*** Opening of EXERCISE INPUTS ***
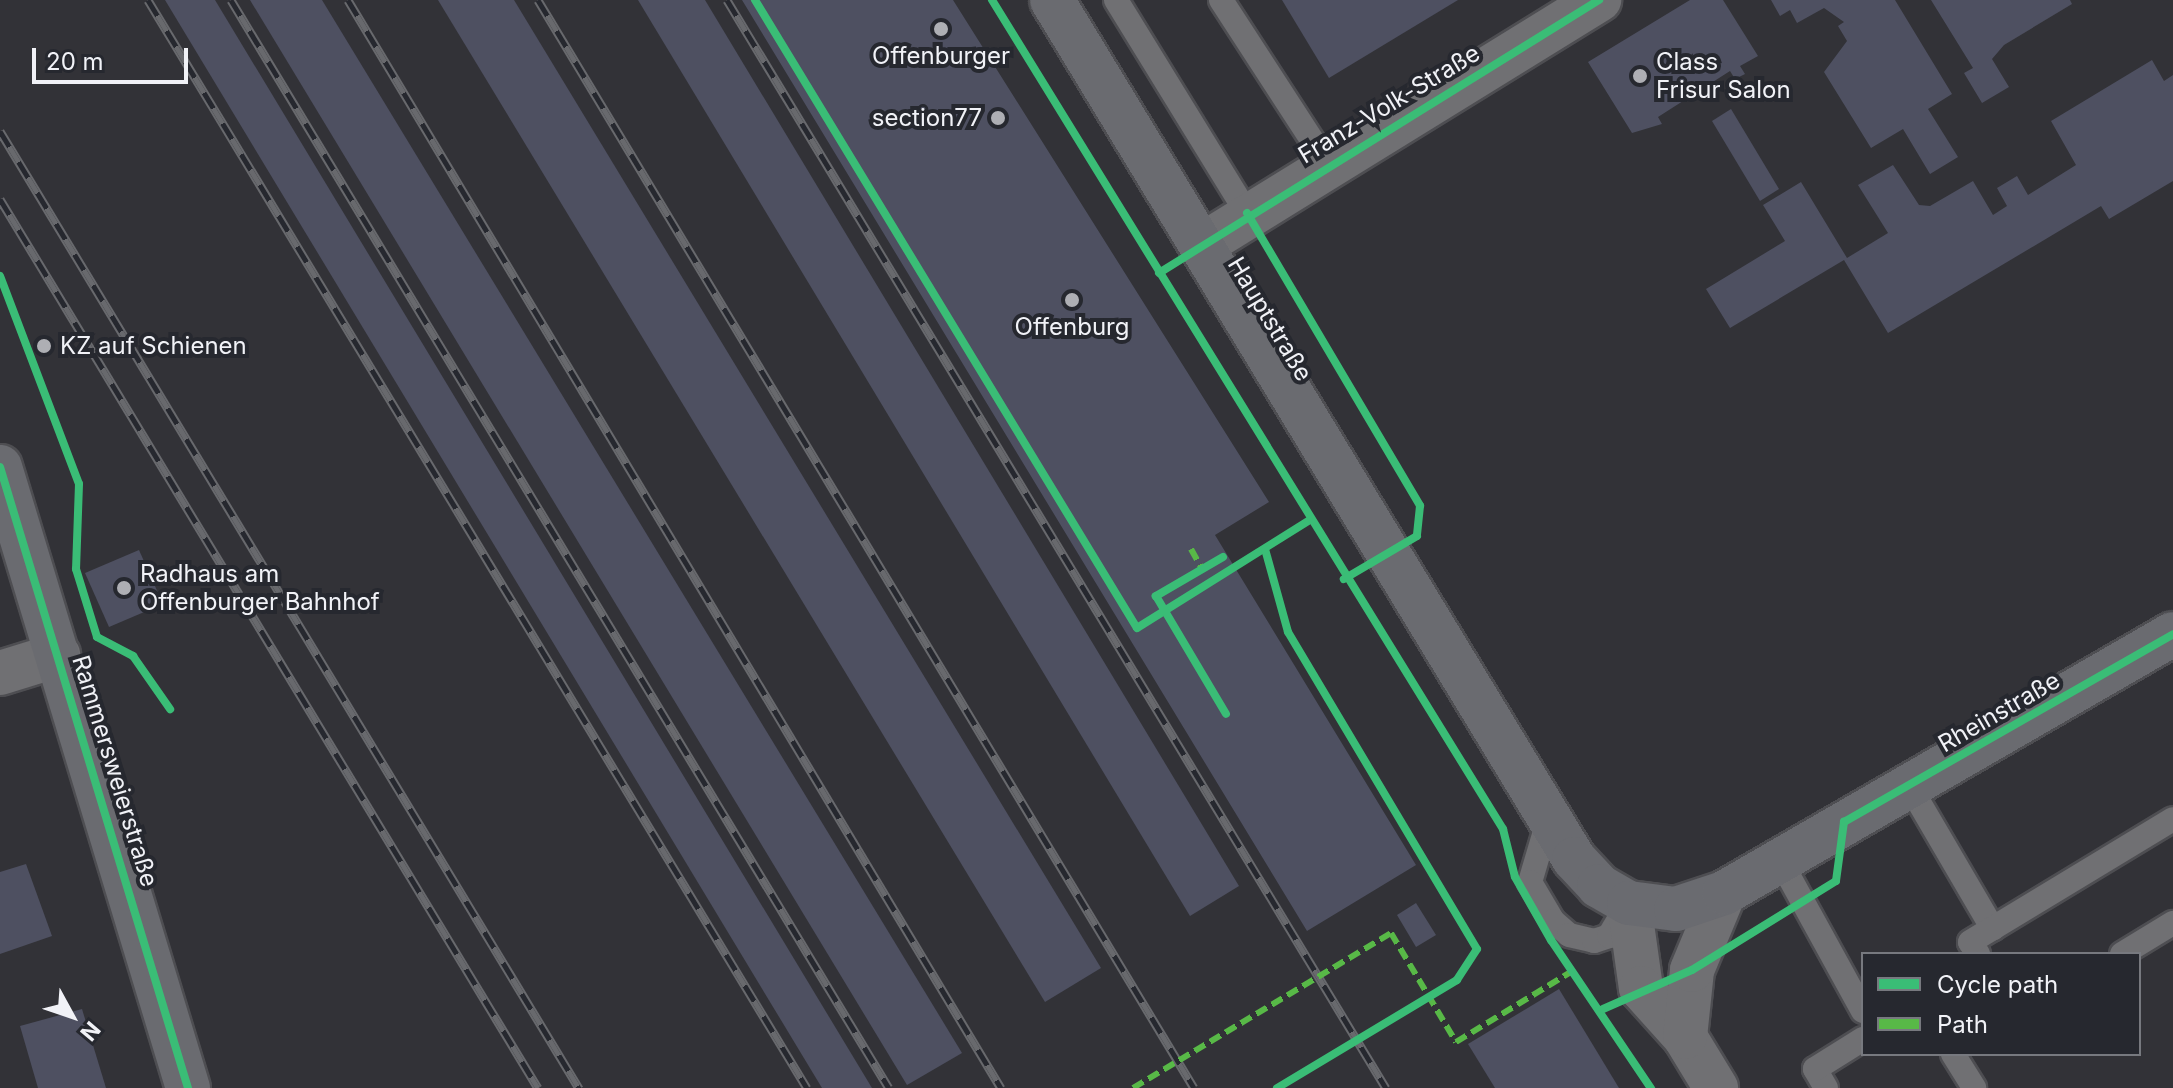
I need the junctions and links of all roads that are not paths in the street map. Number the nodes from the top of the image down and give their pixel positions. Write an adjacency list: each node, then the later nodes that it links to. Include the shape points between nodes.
1 (1052, 0): 7 (street, Hauptstraße)
2 (1116, 0): 6 (lane)
3 (1221, 0): 5 (lane)
4 (1599, 0): 5 (street, Franz-Volk-Straße)
5 (1328, 165): 6 (street, Franz-Volk-Straße)
6 (1247, 213): 7 (street, Franz-Volk-Straße)
7 (1202, 245): 13 (street, Hauptstraße)
8 (0, 467): 10 (street, Rammersweierstraße)
9 (2173, 634): 12 (street, Rheinstraße)
10 (58, 655): 11 (street); 26 (street, Rammersweierstraße)
11 (0, 673)
12 (1910, 787): 15 (street, Rheinstraße); 19 (lane)
13 (1549, 818): 17 (street, Hauptstraße, via 1599,886); 17 (lane, via 1530,882 1553,921 1569,935 1594,941 1609,936)
14 (2173, 819): 19 (lane)
15 (1781, 862): 16 (street, Rheinstraße); 22 (lane)
16 (1724, 893): 17 (street, Hauptstraße, via 1676,909); 23 (street, via 1692,970)
17 (1629, 903): 23 (street, via 1641,988)
18 (2173, 923): 21 (lane)
19 (1993, 929): 20 (lane, via 1970,942)
20 (1977, 952)
21 (2125, 952)
22 (1861, 1007)
23 (1685, 1037): 27 (street)
24 (1861, 1040): 28 (lane, via 1815,1069)
25 (1954, 1056): 29 (lane)
26 (188, 1088)
27 (1716, 1088)
28 (1826, 1088)
29 (1974, 1088)

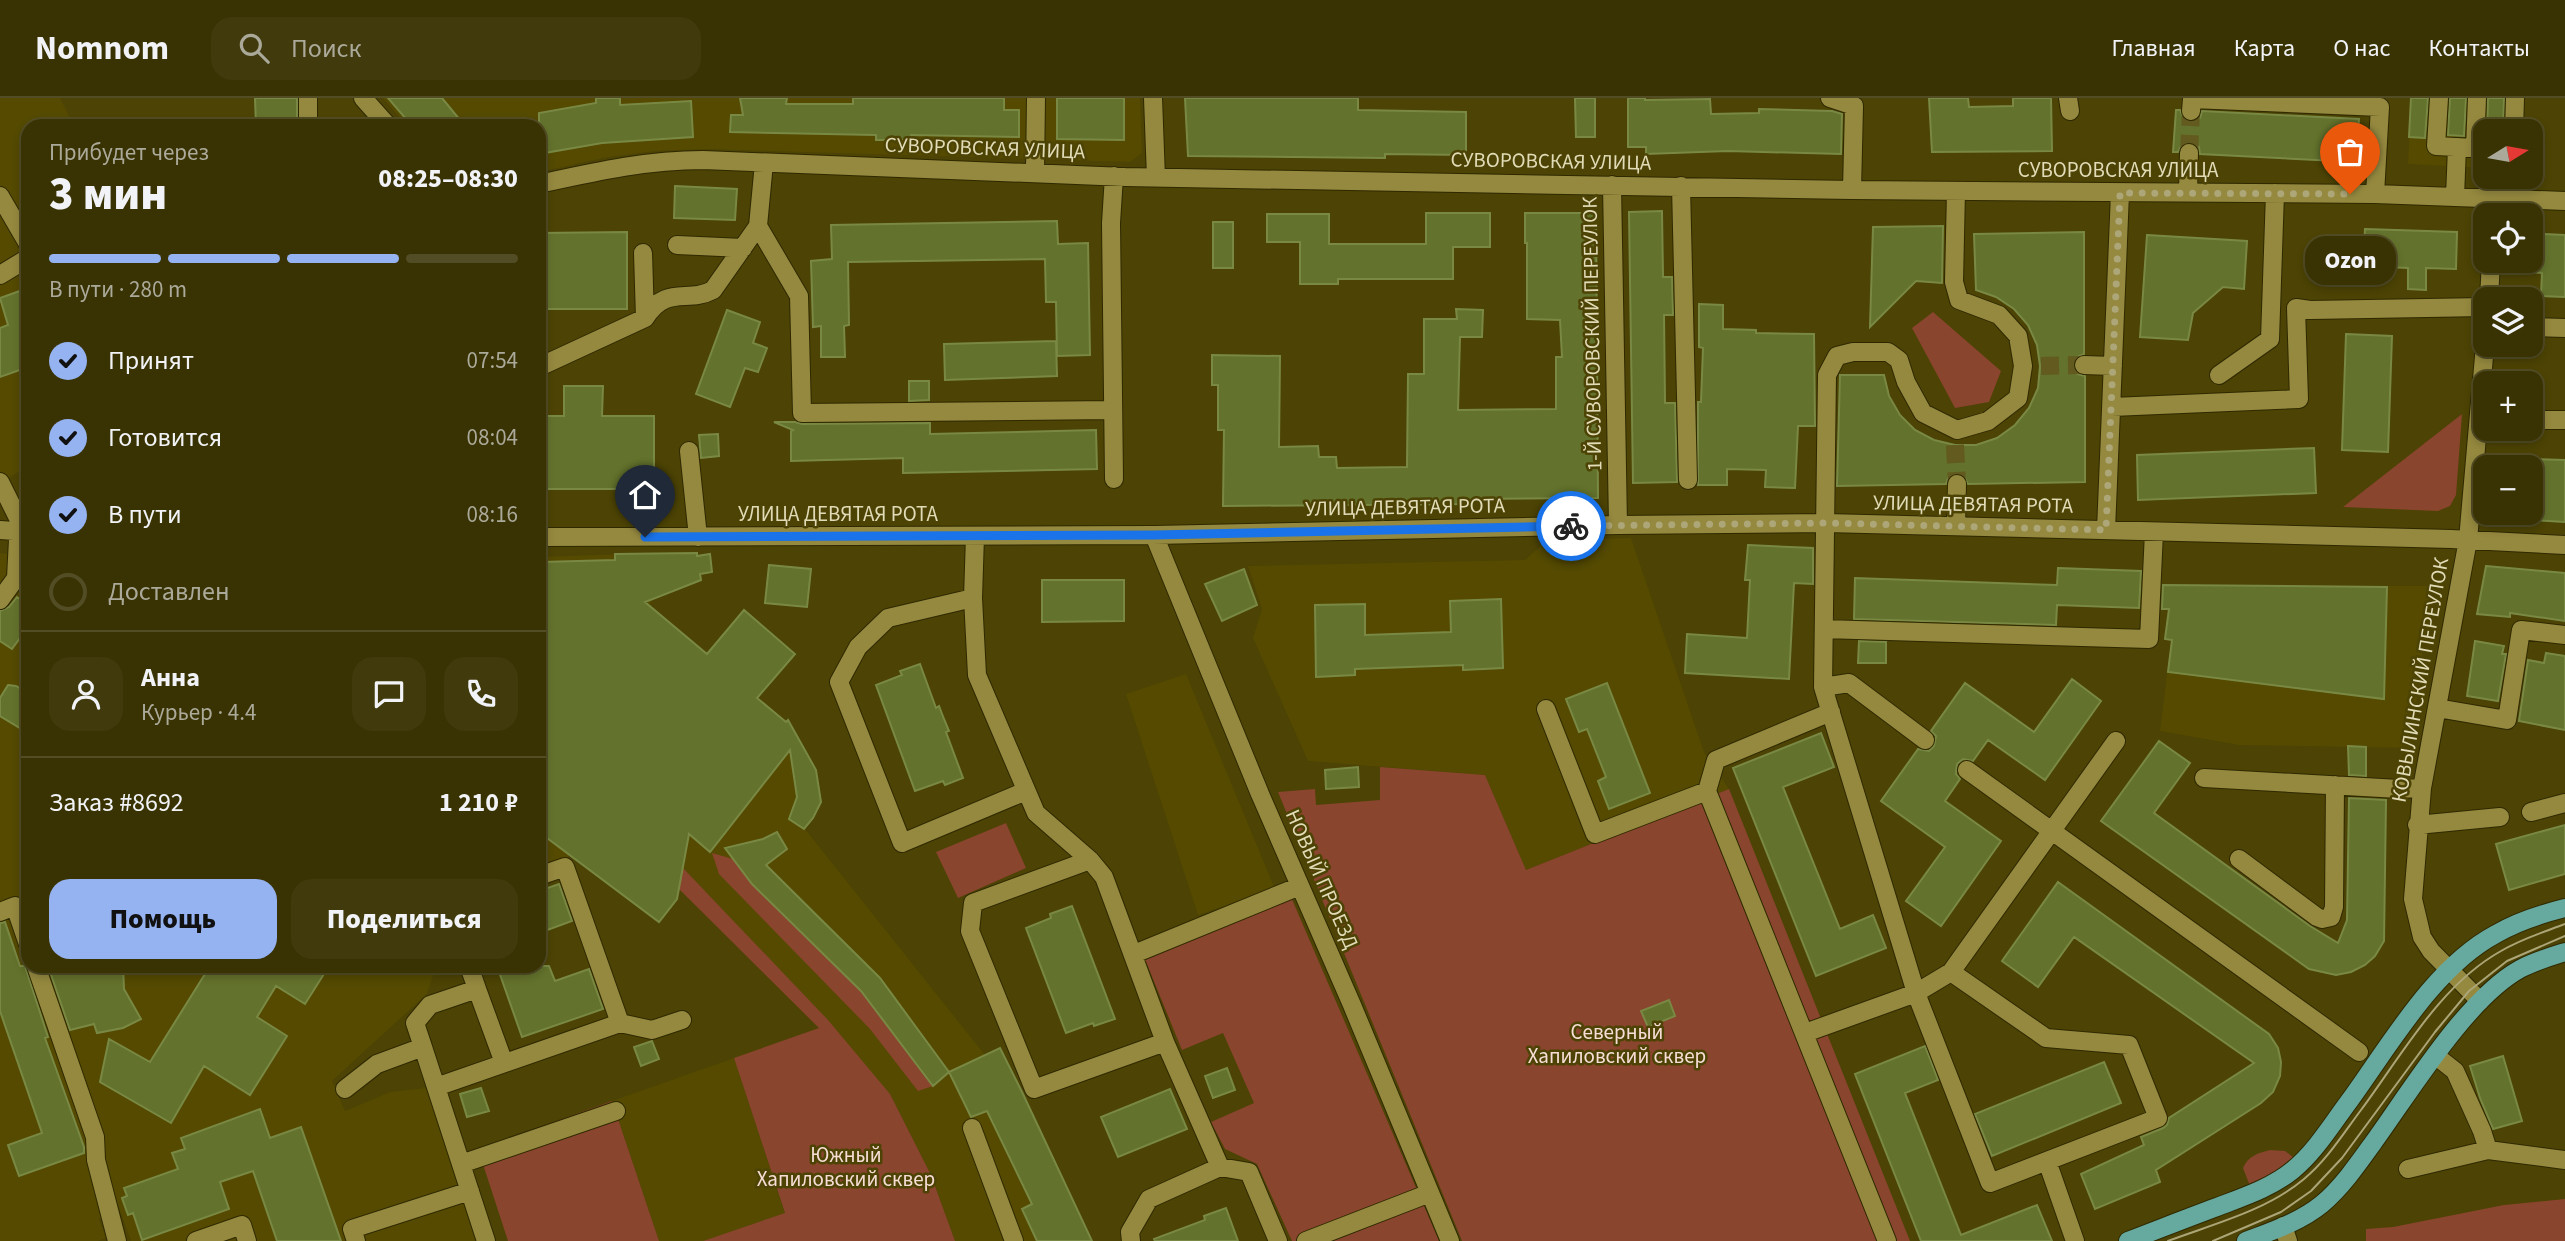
*** Close of EXERCISE INPUTS ***
HOW TO COMPLETE THIS TASK. Return the material exactly as given, apart from the pictures.

ANSWER TO THE PROBLEM.
I need the junctions and links of all roads that are not paths in the street map. Number the nodes from the top of the image down and give their pixel positions. Write an adjacency list: each node, then the later nodes that it links to. Include the shape points between nodes.
1 (1052, 0): 7 (street, Hauptstraße)
2 (1116, 0): 6 (lane)
3 (1221, 0): 5 (lane)
4 (1599, 0): 5 (street, Franz-Volk-Straße)
5 (1328, 165): 6 (street, Franz-Volk-Straße)
6 (1247, 213): 7 (street, Franz-Volk-Straße)
7 (1202, 245): 13 (street, Hauptstraße)
8 (0, 467): 10 (street, Rammersweierstraße)
9 (2173, 634): 12 (street, Rheinstraße)
10 (58, 655): 11 (street); 26 (street, Rammersweierstraße)
11 (0, 673)
12 (1910, 787): 15 (street, Rheinstraße); 19 (lane)
13 (1549, 818): 17 (street, Hauptstraße, via 1599,886); 17 (lane, via 1530,882 1553,921 1569,935 1594,941 1609,936)
14 (2173, 819): 19 (lane)
15 (1781, 862): 16 (street, Rheinstraße); 22 (lane)
16 (1724, 893): 17 (street, Hauptstraße, via 1676,909); 23 (street, via 1692,970)
17 (1629, 903): 23 (street, via 1641,988)
18 (2173, 923): 21 (lane)
19 (1993, 929): 20 (lane, via 1970,942)
20 (1977, 952)
21 (2125, 952)
22 (1861, 1007)
23 (1685, 1037): 27 (street)
24 (1861, 1040): 28 (lane, via 1815,1069)
25 (1954, 1056): 29 (lane)
26 (188, 1088)
27 (1716, 1088)
28 (1826, 1088)
29 (1974, 1088)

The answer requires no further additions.